便利屋セブンズで働く人たちの日常を書いたもの。
仲良しなんだけど愛が重い話。ホモっぽいけどホモじゃない。

 

 

 

 僕、コウ・エイムズはフーリーさんがいったい何を考えてるのか、未だにわからない。
 このセブンズに入社して約一年半。僕が実戦に出るようになってからフーリーさんと二人で組むことが圧倒的に多かった。勿論、それは会社の指示と言うか、仕事全体の管理をするロボさんとスコーピオンさんが、一番実践慣れしていない僕に合わせて、一番実践慣れしているフーリーさんと組ませているのはよくわかる。もちろん、それに伴って彼がどういった人間なのかは多少理解をしていた。肉が好きだったり、野菜が嫌いだったり、煙草が好きだったり、兄弟は何人だとか、そういった個人的な話だってする程度には心を開いてくれているのだと自負している。
 わからないのは、彼の気分屋な部分だった。仕事中に突然帰ると言って帰ったり、ある日挨拶すると機嫌が悪くて無視され、かと思えばその日の午後には機嫌が良くなっていたり。そんなことがかなり長く続いた癖に、最近になってそういった類の彼のわがままが一切なくなったり。一言ハッキリ言えるのは、僕は振り回されているという事だ。
「……と、これが最近の悩みなんですよねえ」
「ふーん、それ惚気か何か?」
「部外者だからそうやって言えるんですよ、レオンさんは」
 だから、未だに二人で仕事ってなると緊張するんです。と僕が言うと、レオンさんはスマホをいじりながら、そんなに気にしないでもいいと思うけどねえ。と気楽に言った。
 僕もスマホを取り出し、連絡が来ていないか確認しようとアプリを立ち上げる。友人が少ない僕のトークの最新に並ぶのはここ、セブンズのグループチャットだ。
「あー、どうしよっかなー、悩む」
「どうしたんですか」
「んー、彼女と彼女から同じ日にお誘いがきたんだよね」
「レオンさん最悪」
 ピコン、と僕のスマホが「連絡がきたぞ」と呼ぶ。慌てて画面を確認すると、フーリーさんから一言、「どこ」と書かれたチャットが飛んできていた。
『今レオンさんと事務所にいます、休憩中です^▽^』
『そっち行く』
『あれ?今日仕事ありませんでしたよね』
『ないけど行く』
『忘れ物とかだったら探しておきますよ』
 きっと忘れ物があるわけじゃなかったのだろう。説明が面倒になったのか、それ以上の返事は来なかった。
「今からフーリーさん来ますって」
「はあ?なんで?アイツ今日休みだよね」
「さあ…」
 二人で頭にクエスチョンマークを浮かべながら、顔を合わせ、やっぱあの人は気まぐれなね。と言うレオンさんの言葉に頷いた。
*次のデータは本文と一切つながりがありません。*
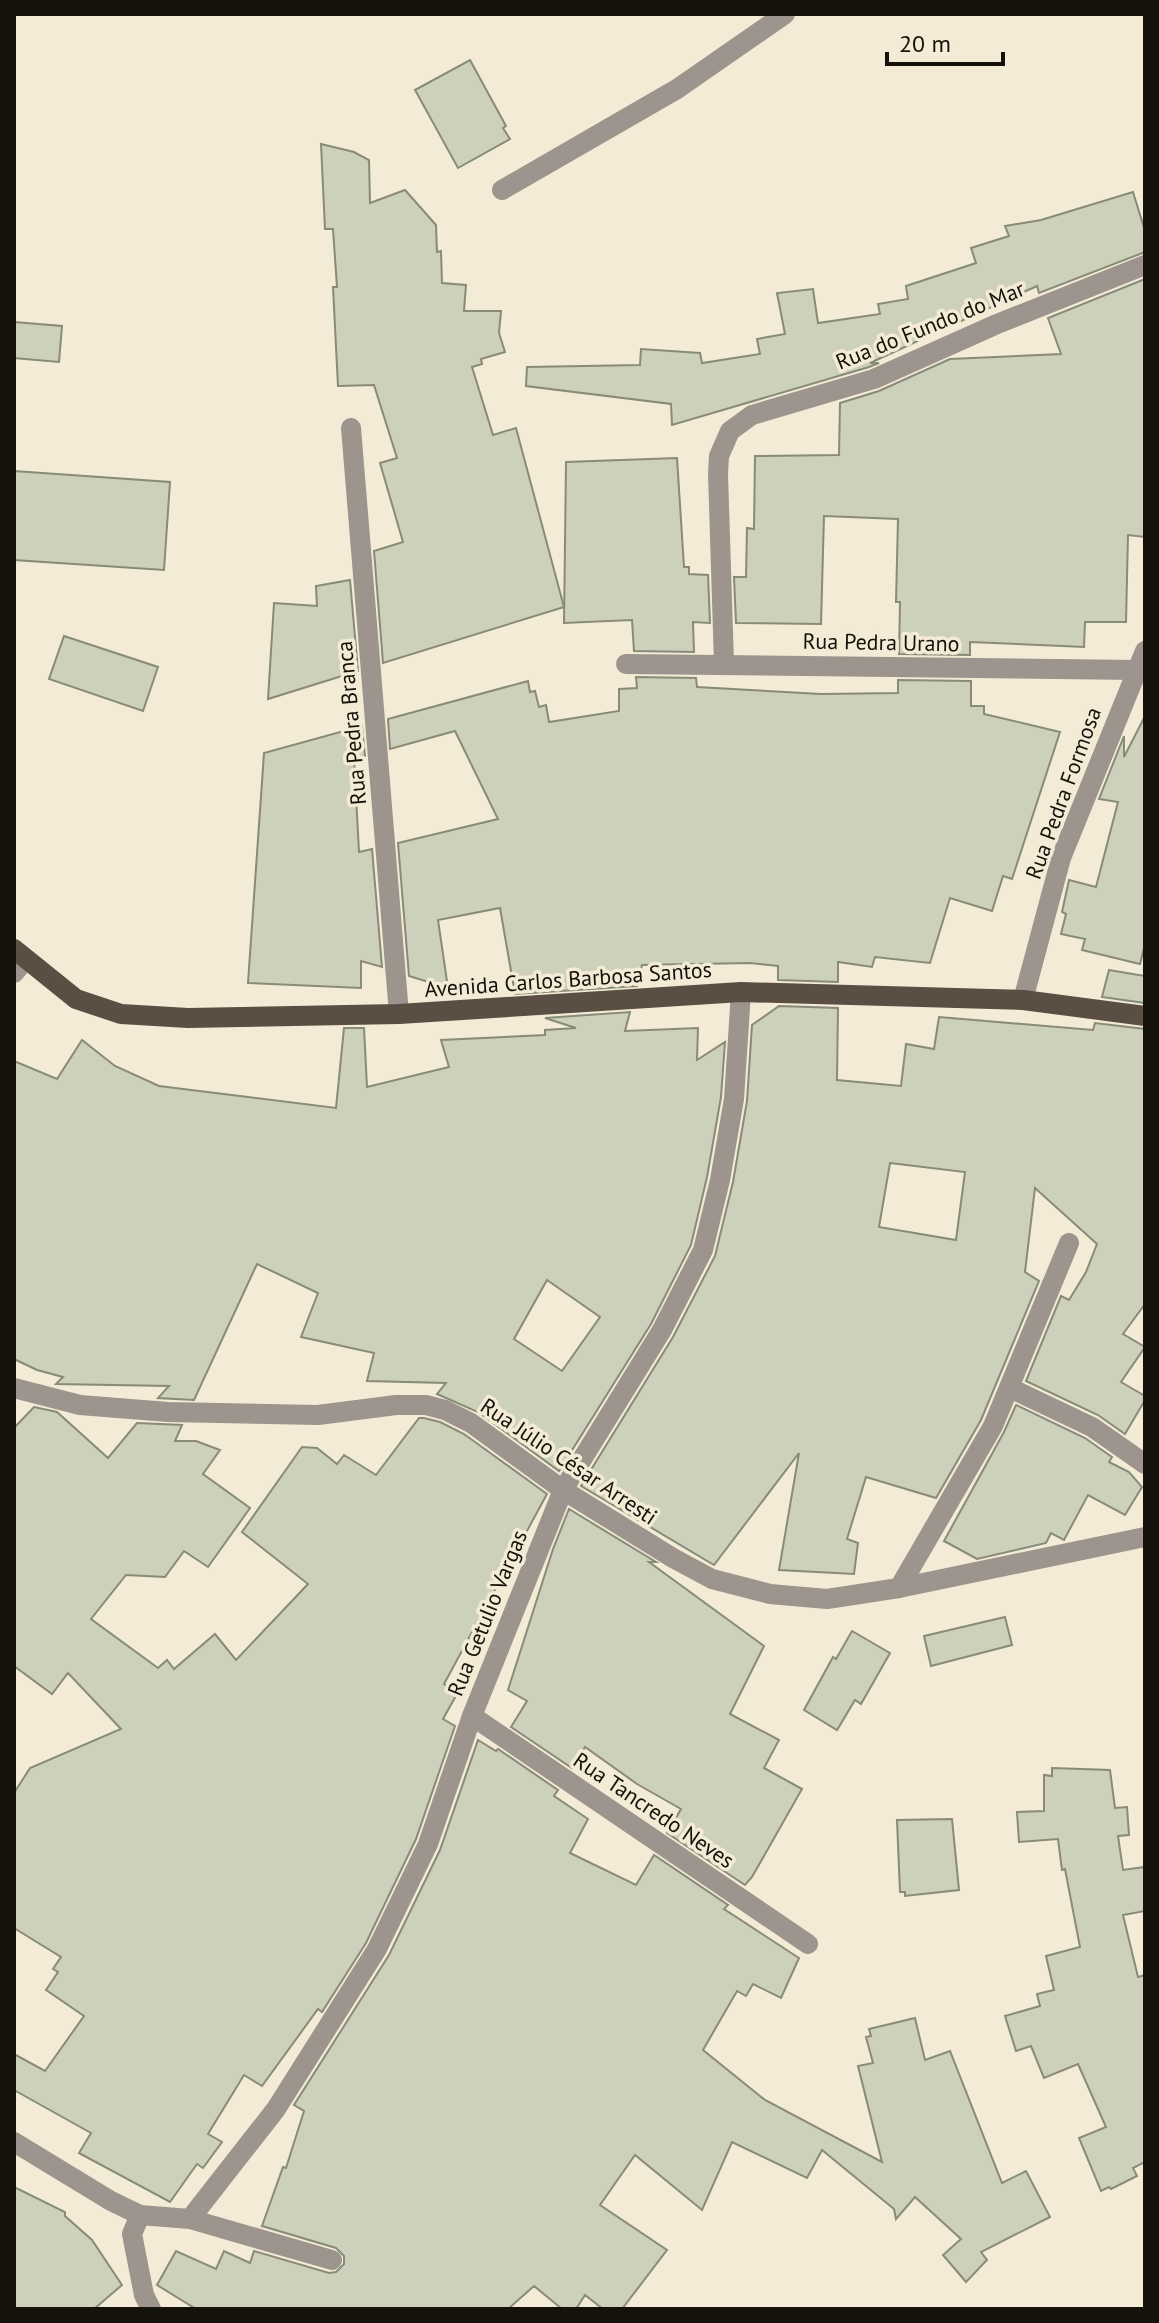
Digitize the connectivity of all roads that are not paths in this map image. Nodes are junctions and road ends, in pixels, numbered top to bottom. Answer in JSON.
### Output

 小一時間後、休憩も終わり、僕はそのまま仕事に戻った。紙書類をデータ化するだけの単調で楽な仕事をレオンさんと二人でこなす。このペースだと遅くても夕方頃には終わりそうだ。
「そういえば、フーリーくん来ないね」
「うーん……自宅から来るってだけだったら10分もかからないと思うんですけど」
「え?コウくん自宅知ってるの?」
 レオンさんは何故だかドン引きした様子で僕を見る。
「いやいやいや、なんでそんな。そりゃ何度か行ってますから知ってますよ」
「何度か行ってるの!?」
 レオンさんは更に驚いた様子でまじまじと僕を見つめる。何がそんなに驚くことなのか、僕にはわからず、つい間抜けな顔をしてしまった。
「フーリーくんと俺、大体同期なのは知ってる?」
「そんなことききましたね」
「俺さ、結構入ってすぐフーリーくんと仲良くしようと凄い頑張ったんだけど、結局俺もあの人のこと肉が好きで野菜が嫌いなことぐらいしかわからなかったんだよね」
「その情報は何故かみんな知ってますよね」
 レオンさんが言うには、フーリーさんはあまり人と関わるのが得意じゃない方らしく、辞めて行った人も含めて彼が家に招くほど仲良くなった人は居ないらしい。
 そもそも僕がフーリーさんと仲が良いかと言われるとわからないのだが。
「ポルコとフーリーくんが話してるのはよく見るけど、あの二人はお互いにあんまり興味ないからね、家は知らないんじゃないかな」
「そういうもんなんですか」
「そういうもんなんでしょ」
 突然ガチャ、とドアが開きフーリーさんが低い声で怠そうにおっす。と言って入ってきた。レオンさんは、噂をすればなんとやらだね。と言ってパソコンの画面を見つめ直した。
「随分遅かったですね、どうしたんですか?」
「これ」
 手に持っていた紙袋を胸に押し付けられ、思わず受け取る。
「???これなんですか?」
「やる」
 色々腑に落ちないまま紙袋を覗くと、中にはラッピングもされていない暖かそうなコートが入っていた。
「貰っていいんですか?」
「こないだ仕事で外行った時、コート無いって言ってたろ」
 それにしても唐突だなあ、と思ったが、いつもの事か。と思い直して、ありがとうございます!と素直にそれを受け取った。
「一年ぐらい経ったなー、って思ったんだよ」
「ああ、僕が入社してから?」
「まあ、そんな感じ」
 なんだかんだ言って、この人も優しいんだよなあ、と僕は心が温かくなって、悩んでいたことも割とどうでも良くなった。
 こんなに同僚に優しいフーリーさんのことだ。時間はかかってもみんなに心を開くことはあるんじゃないかなーと考えながら、彼に今日一緒にお夕飯どうですか?と聞くと、じゃあ仕事終わったら家に来いよ。と微笑まれたのだった。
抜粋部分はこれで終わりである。